What the exercise asks – Without the pictures, output all of the data exactly.
· · · · · · ·
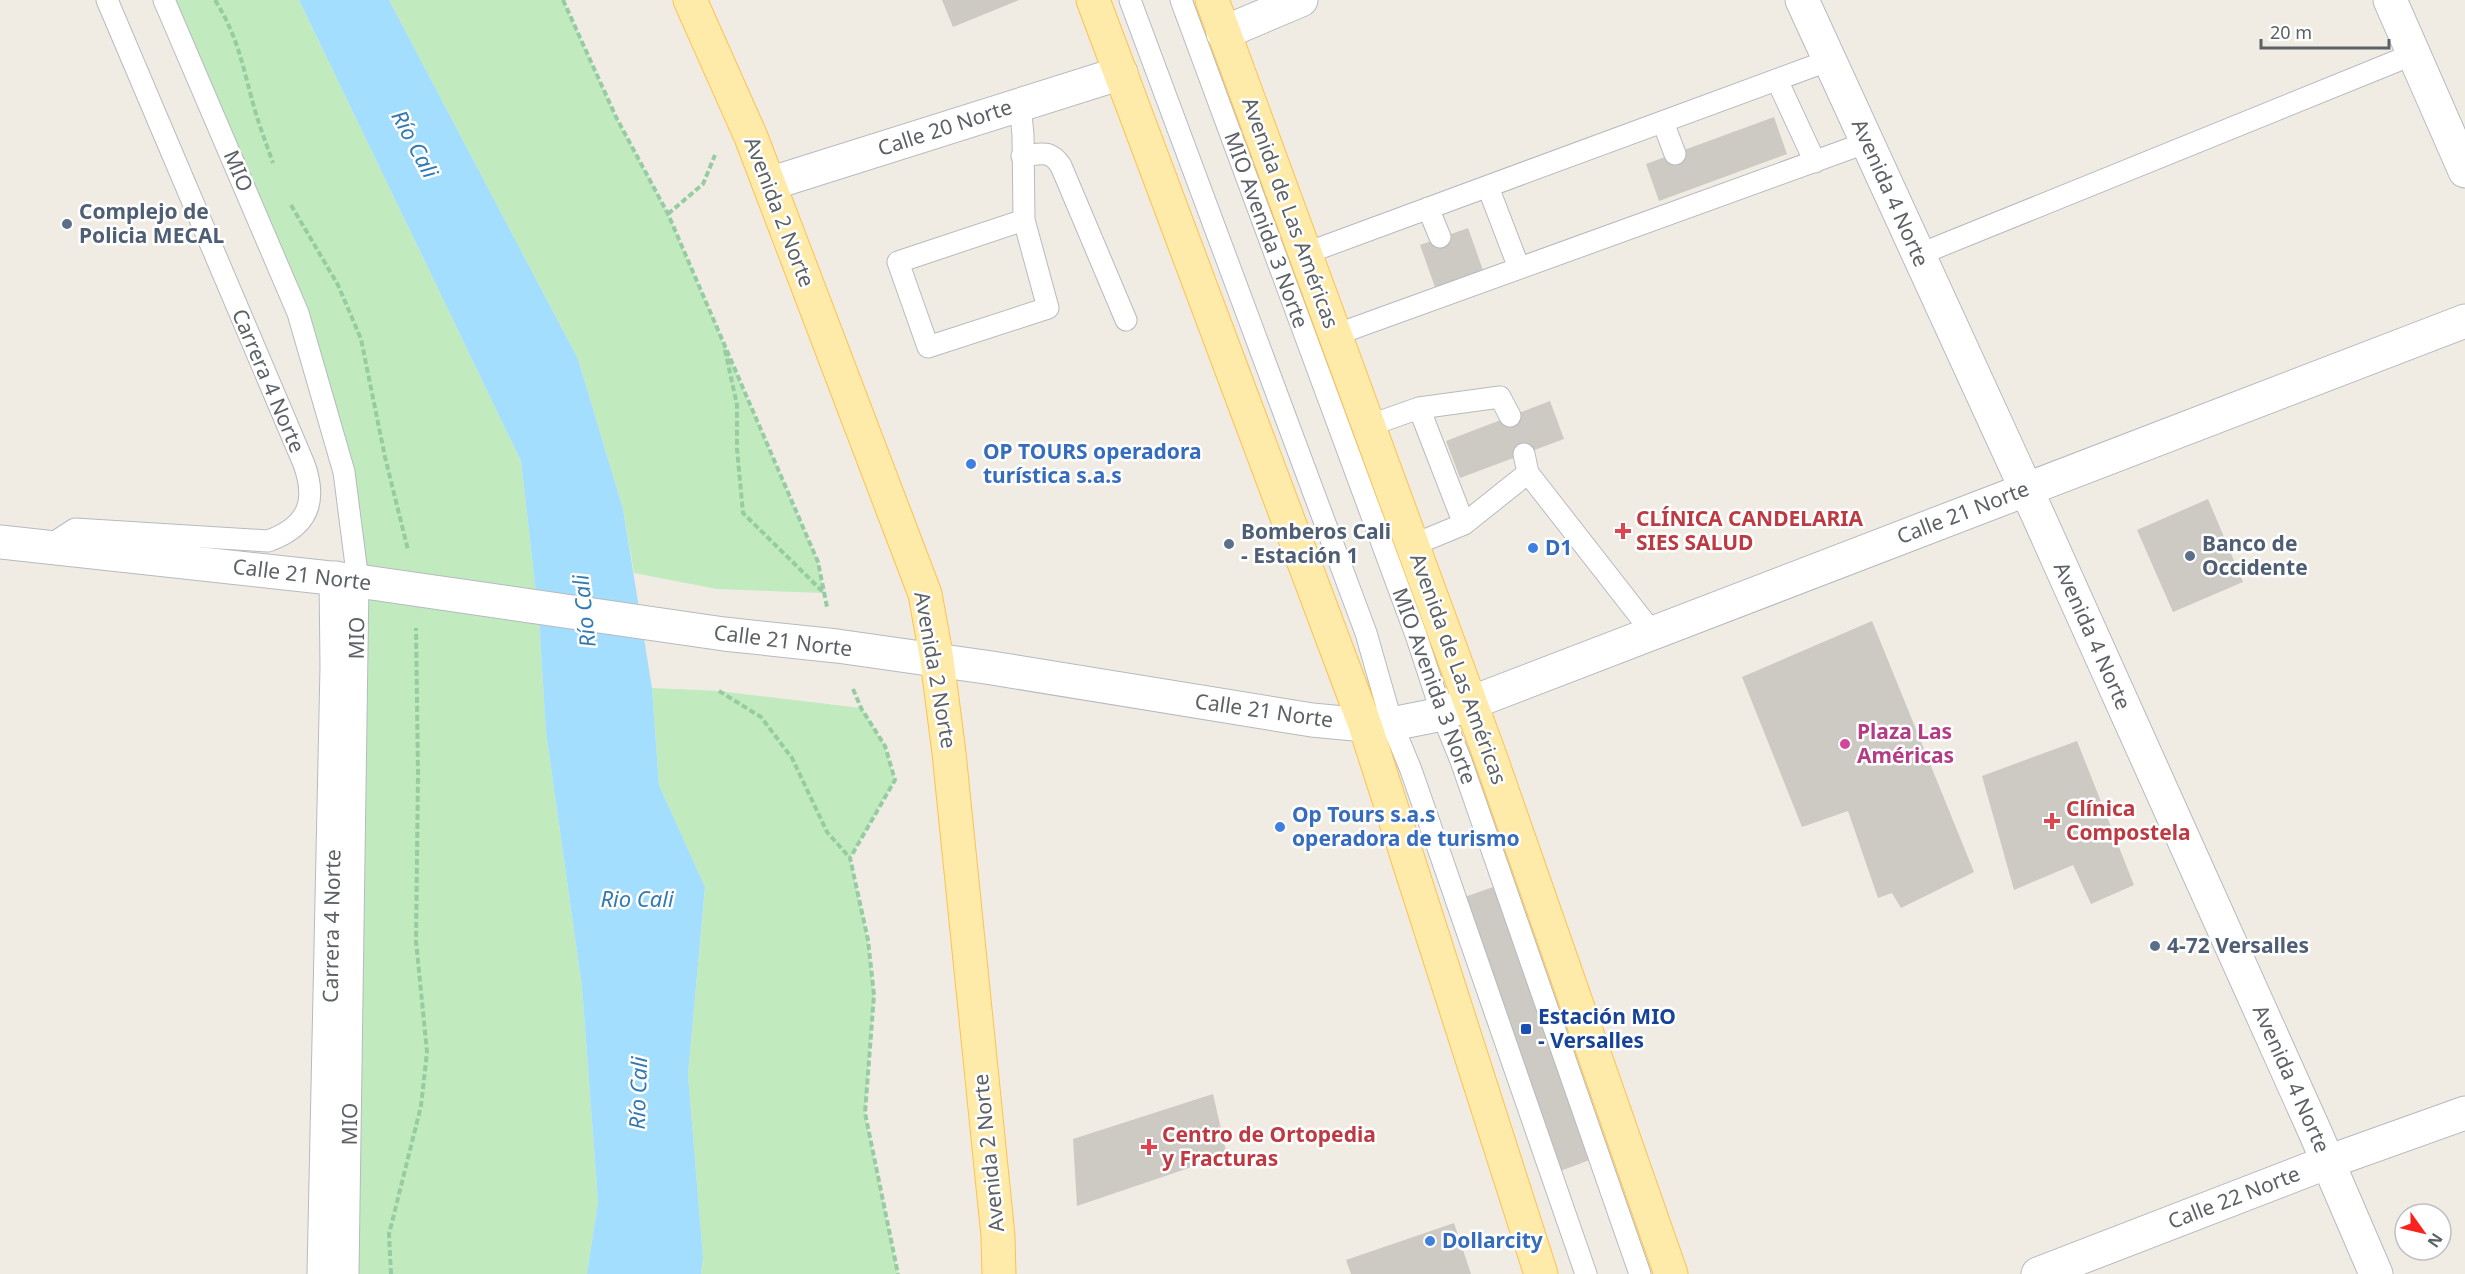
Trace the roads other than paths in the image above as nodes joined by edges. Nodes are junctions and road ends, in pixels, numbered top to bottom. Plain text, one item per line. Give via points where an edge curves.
1 (107, 0) edge
2 (164, 0) edge
3 (690, 0) edge
4 (1093, 0) edge
5 (1130, 0) edge
6 (1181, 0) edge
7 (1212, 0) edge
8 (1301, 0) edge
9 (1802, 0) edge
10 (2390, 0) edge
11 (1224, 33) junction
12 (2414, 54) junction
13 (1830, 60) junction
14 (1121, 73) junction
15 (1778, 80) junction
16 (1020, 104) junction
17 (1664, 122) junction
18 (1868, 142) junction
19 (1675, 154) dead end
20 (1022, 156) junction
21 (1815, 162) junction
22 (2465, 171) edge
23 (769, 184) junction
24 (1488, 186) junction
25 (1428, 208) junction
26 (1024, 220) junction
27 (1440, 237) dead end
28 (1304, 254) junction
29 (1918, 255) junction
30 (1519, 268) junction
31 (1126, 320) dead end
32 (2465, 321) edge
33 (1335, 335) junction
34 (1419, 408) junction
35 (1510, 416) dead end
36 (1368, 426) junction
37 (2026, 489) junction
38 (1464, 524) junction
39 (0, 542) edge
40 (1413, 545) junction
41 (49, 546) junction
42 (347, 579) junction
43 (1652, 632) junction
44 (937, 660) junction
45 (1456, 708) junction
46 (1378, 724) junction
47 (2465, 1113) edge
48 (2328, 1162) junction
49 (324, 1274) edge
50 (348, 1274) edge
51 (999, 1274) edge
52 (1541, 1274) edge
53 (1586, 1274) edge
54 (1640, 1274) edge
55 (1671, 1274) edge
56 (2038, 1274) edge
57 (2376, 1274) edge

1 - 41 lane, Carrera 4 Norte via 304,464 310,481 310,502 296,527 268,541 75,529
2 - 42 lane, MIO via 297,313 344,472
3 - 23 main road, Avenida 2 Norte
4 - 14 main road
5 - 46 lane via 1366,633
6 - 45 lane, MIO Avenida 3 Norte via 1416,635
7 - 11 main road, Avenida de Las Américas
8 - 11 street
9 - 13 street, Avenida 4 Norte
10 - 12 street
11 - 28 main road, Avenida de Las Américas
12 - 22 street
12 - 29 lane
13 - 15 lane
13 - 18 street, Avenida 4 Norte
14 - 16 street, Calle 20 Norte
14 - 46 main road
15 - 17 lane
15 - 21 lane
16 - 20 lane
16 - 23 street, Calle 20 Norte
17 - 19 lane
17 - 24 lane
18 - 21 lane
18 - 29 street, Avenida 4 Norte
20 - 26 lane
20 - 31 lane via 1048,153 1061,166
21 - 30 lane via 1690,198
23 - 44 main road, Avenida 2 Norte via 925,594
24 - 25 lane
24 - 30 lane
25 - 27 lane
25 - 28 lane
26 - 26 lane via 898,262 928,347 1048,308
28 - 33 main road, Avenida de Las Américas
29 - 37 street, Avenida 4 Norte
30 - 33 lane via 1459,286
32 - 37 street, Calle 21 Norte
33 - 36 main road, Avenida de Las Américas
34 - 35 lane via 1500,397
34 - 36 lane
34 - 38 lane
36 - 40 main road, Avenida de Las Américas
37 - 43 street, Calle 21 Norte
37 - 48 street, Avenida 4 Norte
38 - 40 lane
38 - 43 lane via 1526,464
39 - 41 street, Calle 21 Norte
40 - 45 main road, Avenida de Las Américas
41 - 42 street, Calle 21 Norte
42 - 44 street, Calle 21 Norte via 724,634
42 - 49 street, Carrera 4 Norte via 337,667
42 - 50 lane, MIO
43 - 45 street, Calle 21 Norte
44 - 46 street, Calle 21 Norte via 1312,720
44 - 51 main road, Avenida 2 Norte via 951,765
45 - 46 street, Calle 21 Norte
45 - 54 lane, MIO Avenida 3 Norte via 1461,761
45 - 55 main road, Avenida de Las Américas
46 - 52 main road
46 - 53 lane via 1411,770
47 - 48 street, Calle 22 Norte
48 - 56 street, Calle 22 Norte
48 - 57 street, Avenida 4 Norte

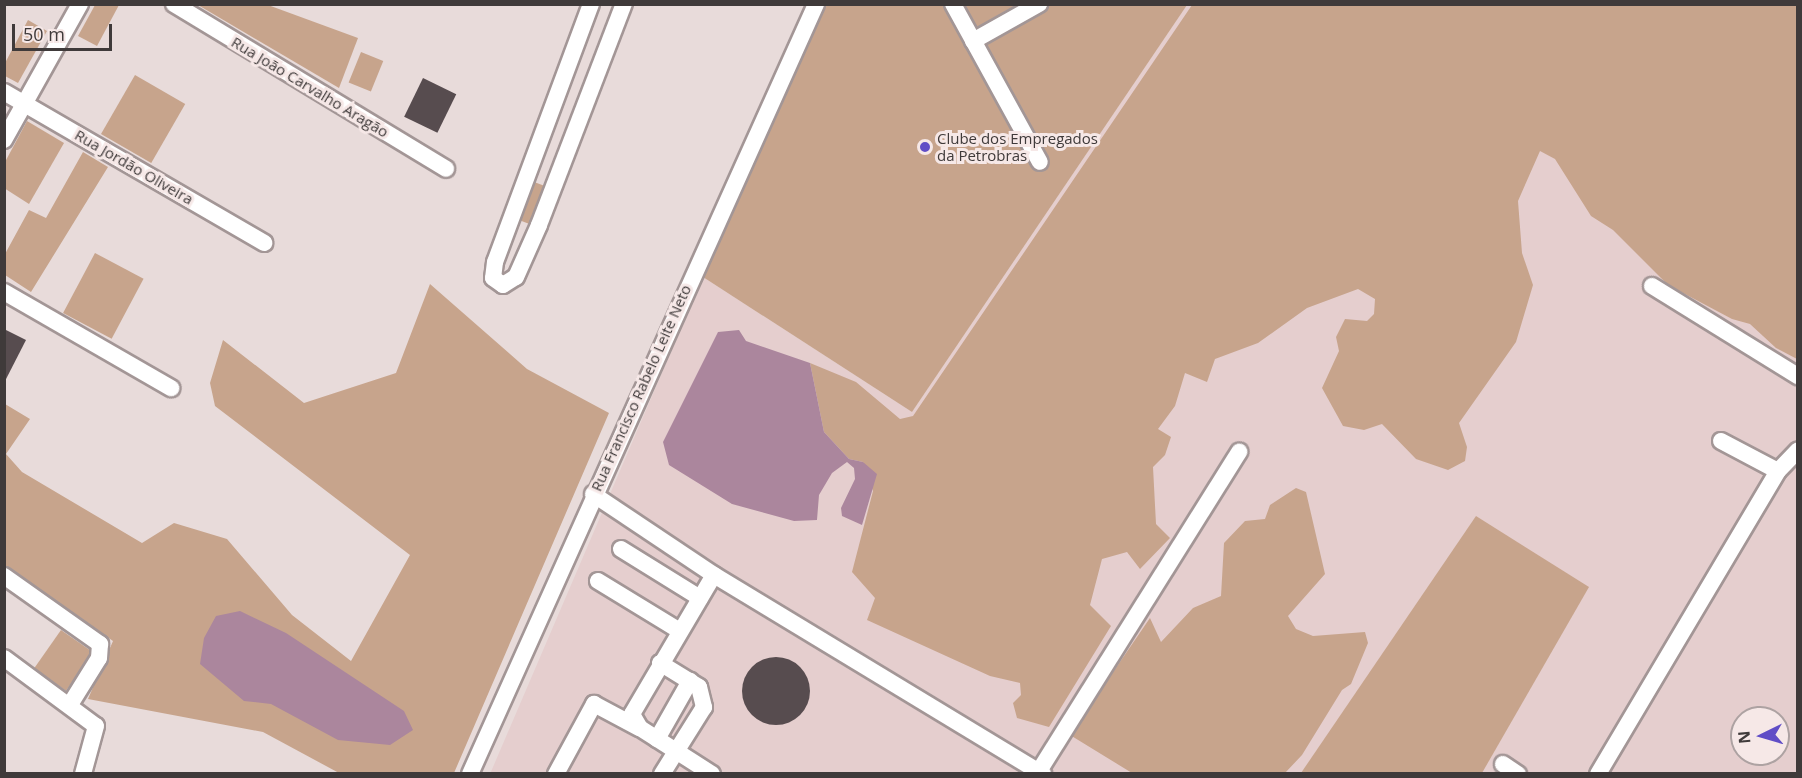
· · · · · · ·
Response to the task –
Trace the roads other than paths in the image above as nodes joined by edges. Nodes are junctions and road ends, in pixels, numbered top to bottom. Plain text, one item per line. Give via points where an edge curves.
1 (107, 0) edge
2 (164, 0) edge
3 (690, 0) edge
4 (1093, 0) edge
5 (1130, 0) edge
6 (1181, 0) edge
7 (1212, 0) edge
8 (1301, 0) edge
9 (1802, 0) edge
10 (2390, 0) edge
11 (1224, 33) junction
12 (2414, 54) junction
13 (1830, 60) junction
14 (1121, 73) junction
15 (1778, 80) junction
16 (1020, 104) junction
17 (1664, 122) junction
18 (1868, 142) junction
19 (1675, 154) dead end
20 (1022, 156) junction
21 (1815, 162) junction
22 (2465, 171) edge
23 (769, 184) junction
24 (1488, 186) junction
25 (1428, 208) junction
26 (1024, 220) junction
27 (1440, 237) dead end
28 (1304, 254) junction
29 (1918, 255) junction
30 (1519, 268) junction
31 (1126, 320) dead end
32 (2465, 321) edge
33 (1335, 335) junction
34 (1419, 408) junction
35 (1510, 416) dead end
36 (1368, 426) junction
37 (2026, 489) junction
38 (1464, 524) junction
39 (0, 542) edge
40 (1413, 545) junction
41 (49, 546) junction
42 (347, 579) junction
43 (1652, 632) junction
44 (937, 660) junction
45 (1456, 708) junction
46 (1378, 724) junction
47 (2465, 1113) edge
48 (2328, 1162) junction
49 (324, 1274) edge
50 (348, 1274) edge
51 (999, 1274) edge
52 (1541, 1274) edge
53 (1586, 1274) edge
54 (1640, 1274) edge
55 (1671, 1274) edge
56 (2038, 1274) edge
57 (2376, 1274) edge

1 - 41 lane, Carrera 4 Norte via 304,464 310,481 310,502 296,527 268,541 75,529
2 - 42 lane, MIO via 297,313 344,472
3 - 23 main road, Avenida 2 Norte
4 - 14 main road
5 - 46 lane via 1366,633
6 - 45 lane, MIO Avenida 3 Norte via 1416,635
7 - 11 main road, Avenida de Las Américas
8 - 11 street
9 - 13 street, Avenida 4 Norte
10 - 12 street
11 - 28 main road, Avenida de Las Américas
12 - 22 street
12 - 29 lane
13 - 15 lane
13 - 18 street, Avenida 4 Norte
14 - 16 street, Calle 20 Norte
14 - 46 main road
15 - 17 lane
15 - 21 lane
16 - 20 lane
16 - 23 street, Calle 20 Norte
17 - 19 lane
17 - 24 lane
18 - 21 lane
18 - 29 street, Avenida 4 Norte
20 - 26 lane
20 - 31 lane via 1048,153 1061,166
21 - 30 lane via 1690,198
23 - 44 main road, Avenida 2 Norte via 925,594
24 - 25 lane
24 - 30 lane
25 - 27 lane
25 - 28 lane
26 - 26 lane via 898,262 928,347 1048,308
28 - 33 main road, Avenida de Las Américas
29 - 37 street, Avenida 4 Norte
30 - 33 lane via 1459,286
32 - 37 street, Calle 21 Norte
33 - 36 main road, Avenida de Las Américas
34 - 35 lane via 1500,397
34 - 36 lane
34 - 38 lane
36 - 40 main road, Avenida de Las Américas
37 - 43 street, Calle 21 Norte
37 - 48 street, Avenida 4 Norte
38 - 40 lane
38 - 43 lane via 1526,464
39 - 41 street, Calle 21 Norte
40 - 45 main road, Avenida de Las Américas
41 - 42 street, Calle 21 Norte
42 - 44 street, Calle 21 Norte via 724,634
42 - 49 street, Carrera 4 Norte via 337,667
42 - 50 lane, MIO
43 - 45 street, Calle 21 Norte
44 - 46 street, Calle 21 Norte via 1312,720
44 - 51 main road, Avenida 2 Norte via 951,765
45 - 46 street, Calle 21 Norte
45 - 54 lane, MIO Avenida 3 Norte via 1461,761
45 - 55 main road, Avenida de Las Américas
46 - 52 main road
46 - 53 lane via 1411,770
47 - 48 street, Calle 22 Norte
48 - 56 street, Calle 22 Norte
48 - 57 street, Avenida 4 Norte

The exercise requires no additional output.